Nanostructures such as quantum dot and nanocluster have occupied the centre of scientific interest because of their unique electronic nature. In this research, the electronic structures of silicon quantum dot were studied. The quantum dot was homologized with nanocluster since there is no strict distinction between these two nanostructures. The simulations in this research were carried out by using VASP (Vienna Ab-Initio Software Package) which utilizes the method of density functional theory and plane wave basis set.

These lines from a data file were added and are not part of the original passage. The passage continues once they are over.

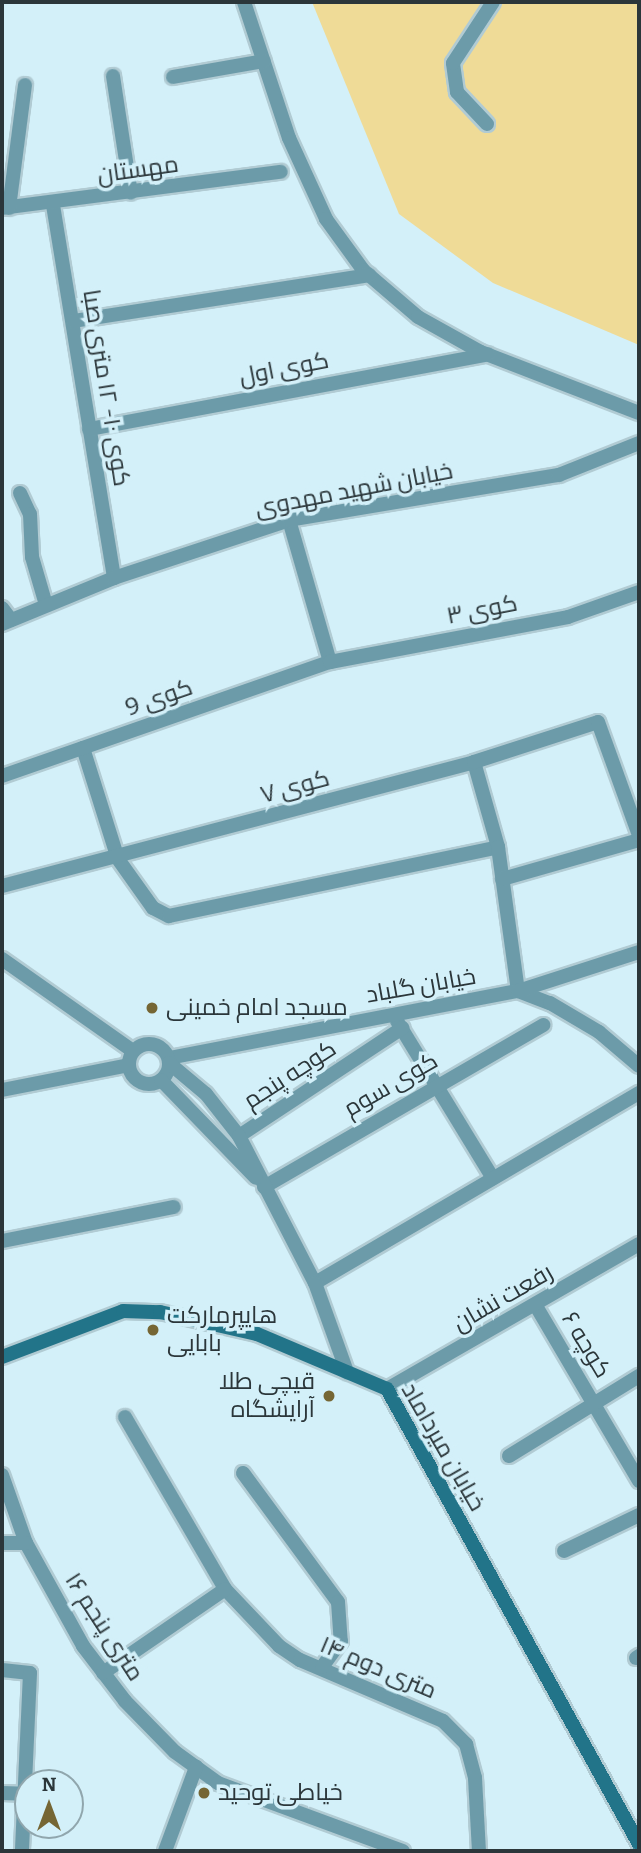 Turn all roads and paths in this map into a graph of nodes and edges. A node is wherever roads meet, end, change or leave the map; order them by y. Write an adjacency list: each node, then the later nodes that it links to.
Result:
1 (244, 2): 3 (street)
2 (493, 2): 7 (street)
3 (264, 61): 5 (street); 12 (street)
4 (113, 76): 9 (street)
5 (173, 77)
6 (25, 85): 11 (street)
7 (487, 124)
8 (281, 172): 9 (street, مهستان)
9 (131, 194): 10 (street, مهستان)
10 (53, 205): 11 (street, مهستان); 13 (street, کوی ۱۰- ۱۲ متری صبا)
11 (5, 208)
12 (369, 275): 13 (street); 14 (street)
13 (73, 321): 16 (street, کوی ۱۰- ۱۲ متری صبا)
14 (488, 354): 15 (street); 16 (street, کوی اول)
15 (639, 413)
16 (89, 429): 20 (street, کوی ۱۰- ۱۲ متری صبا)
17 (639, 443): 19 (street, خیابان شهید مهدوی)
18 (20, 493): 22 (street)
19 (289, 520): 20 (street, خیابان شهید مهدوی); 24 (street)
20 (114, 578): 22 (street, خیابان شهید مهدوی)
21 (639, 592): 24 (street, کوی ۳)
22 (46, 605): 23 (street, خیابان شهید مهدوی)
23 (5, 617)
24 (330, 662): 25 (street, کوی 9)
25 (82, 748): 27 (street, کوی 9); 30 (street)
26 (474, 762): 28 (street, کوی ۷); 29 (street); 30 (street, کوی ۷)
27 (2, 776)
28 (639, 838): 31 (street)
29 (498, 847): 30 (street); 31 (street)
30 (118, 859): 32 (street, کوی ۷)
31 (502, 879): 35 (street)
32 (2, 886)
33 (639, 951): 35 (street, خیابان گلباد)
34 (2, 959): 39 (street)
35 (518, 991): 36 (street, خیابان گلباد); 41 (street)
36 (392, 1014): 38 (street); 40 (street, خیابان گلباد)
37 (542, 1025): 43 (street, کوی سوم)
38 (402, 1028): 43 (street); 46 (street, کوچه پنجم)
39 (131, 1058): 40 (street); 42 (street); 44 (street)
40 (169, 1061): 42 (street); 46 (street)
41 (639, 1065)
42 (162, 1080): 48 (street)
43 (436, 1085): 47 (street); 48 (street, کوی سوم)
44 (2, 1090)
45 (639, 1093): 47 (street)
46 (239, 1136): 48 (street)
47 (493, 1178): 52 (street)
48 (264, 1187): 52 (street)
49 (174, 1207): 50 (street)
50 (2, 1241)
51 (639, 1244): 53 (street, رفعت نشان)
52 (315, 1283): 55 (street)
53 (536, 1306): 57 (street, رفعت نشان); 58 (street, کوچه ۶)
54 (2, 1357): 55 (main road, خیابان میرداماد)
55 (347, 1372): 57 (main road, خیابان میرداماد)
56 (639, 1376): 58 (street)
57 (387, 1389): 74 (main road, خیابان میرداماد)
58 (596, 1406): 60 (street); 63 (street, کوچه ۶)
59 (125, 1417): 68 (street, ۱۴ متری دوم)
60 (509, 1456)
61 (243, 1473): 69 (street)
62 (2, 1475): 66 (street, ۱۶ متری پنجم)
63 (639, 1479)
64 (639, 1515): 67 (street)
65 (2, 1543): 66 (street)
66 (26, 1544): 71 (street, ۱۶ متری پنجم)
67 (564, 1551)
68 (225, 1589): 69 (street, ۱۴ متری دوم); 71 (street)
69 (322, 1667): 77 (street, ۱۴ متری دوم)
70 (2, 1670): 73 (street)
71 (103, 1672): 72 (street, ۱۶ متری پنجم)
72 (196, 1767): 75 (street); 76 (street, ۱۶ متری پنجم)
73 (26, 1769)
74 (639, 1844)
75 (165, 1851)
76 (403, 1851)
77 (479, 1851)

In order to speed up the computational time, parallelization was implemented on VASP. First, silicon clusters with surface passivated by hydrogen, SinHm were simulated and the density of states (DOS) as well as bandstructure for each cluster was yielded. From the DOS graphs, discrete spectrum was observed instead of bulk-like continuous DOS which is the evolvement from bulk to nano-size. Bandstructure graphs also showed the discrete energy level in consistence with the discrete energy spectrum from DOS. It was found that the bandgap for hydrogenated silicon clusters increases with the decrease in size. Bare silicon clusters, Sin were also simulated from 1 to 15 number of silicon atom (n). Optimization was performed to obtain the ground state structure. The bandgaps for the ground state silicon clusters do not show a decreasing trend with the increment of cluster size as that of hydrogenated silicon cluster. The electronic structures of optimized clusters are affected by the surface orientation of the clusters. A comparison of the bandgap values for SinHm and Sin was made. Finally, the currentvoltage (I-V) characteristic and conductance-voltage spectrum (G-V) of singleelectron transistor (SET) were studied with a simple toy model. These transport properties have shown the relativity of the electronic structure and the electron transport, where the conductance gap increases with the energy difference between Fermi level of the gold lead and the nearest molecular energy level of silicon cluster.